There are some issues where I have found it necessary to use words for my voice in a louder, more forceful message. The series “Pillow Talk” incorporates handcraft skills commonly used by homemakers: rughooking, embroidery and applique’ on utilitarian pillow objects. The tactile joy settles me while working with fibers and textiles. Thinking through an issue using simple hand tools, slowly (very slowly) stitching and pulling loops helps to process emotion into a message. The prep work often includes a hot dye pot and glorious colors soaked into the various neutral wools, creating a palette to embolden the design on my frame. With hook in hand each pulled loop added to the others creates a picture. The embroidery needle writes my message, stabbing the fabric and pulling threads aggressively or calmly but always careful to make my best mark for the future owner.
Generations of artists used traditional crafts to communicate: reflecting, documenting events, and voicing opinions. Equality, gender identity, climate, natural resources, domination in politics, civics, history and the future are explored more bluntly than I have ever created art. Perhaps it is my comfort with age, a realization that my voice is heard, or a confidence that others can be encouraged to think; whatever drives me the making of this body of work is cathartic.

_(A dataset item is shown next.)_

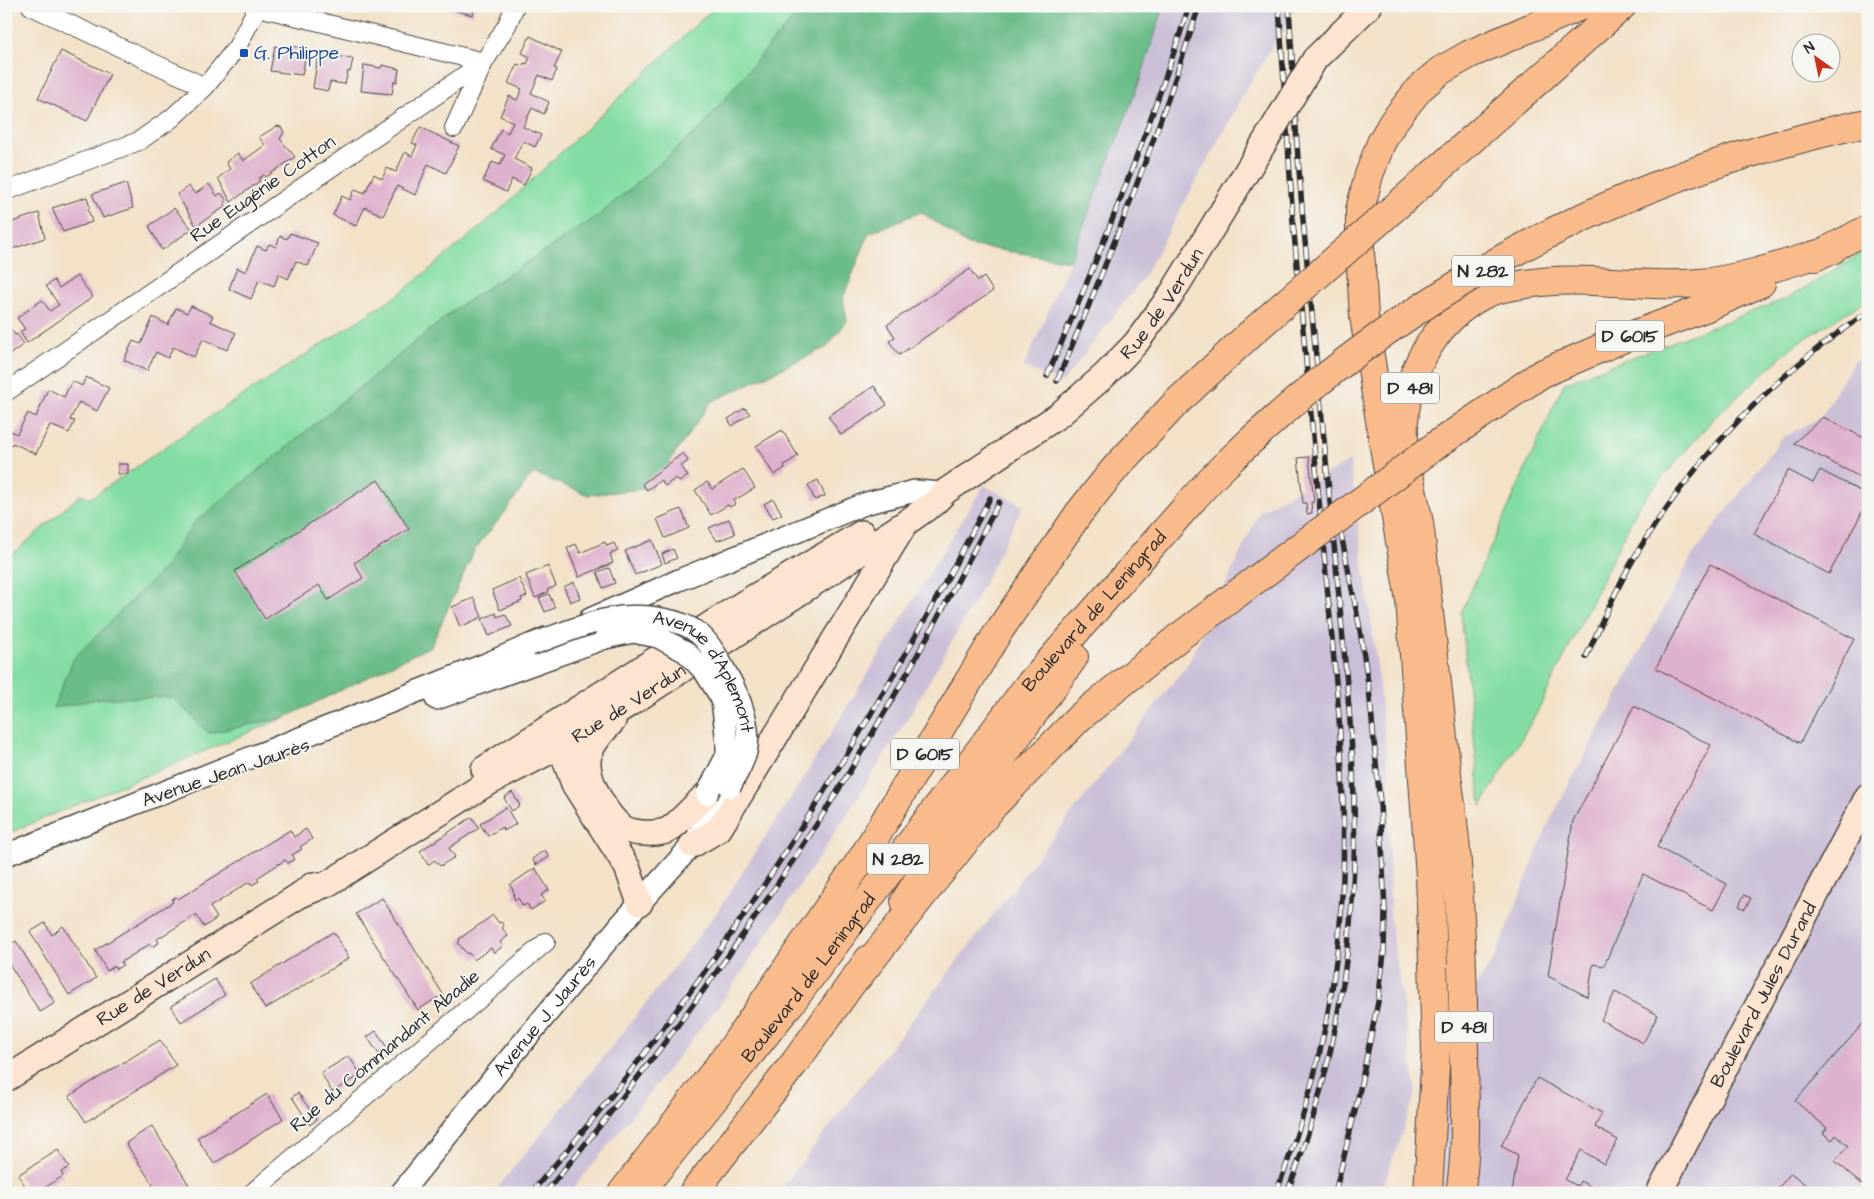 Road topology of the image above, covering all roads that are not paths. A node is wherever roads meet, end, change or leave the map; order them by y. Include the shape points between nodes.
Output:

Women and men in my life have shared responsibilities of family and entrepreneurship presenting lasting examples of independence. I honor the rights of all in the series Icons, and my embroidered clothing. Wearing the jeans and talking with people who react leads to advocating and listening, actions we need to learn to take time to do in the 21st Century of disconnected hi-tech.
Hopefully viewing my work begins a conversation with yourself, or even better with a neighbor.
“Settled in West Virginia, within woodlands and fields reminiscent of my youth, the natural rhythms of seasons are a recurrent theme. ‘Haying Stages’ captures the weeks in the fields spent by farmers as they cut, tether, and roll the grasses, preparing feed for their cattle.
Working with fibers, connects me with generations of artisans’ spirits. Due to the slow, repetitive process, there is time to dwell on natural subjects within my art and the materials selected. Now living in West Virginia, I have come full circle – back to the farm, and rural lifestyle of my youth.”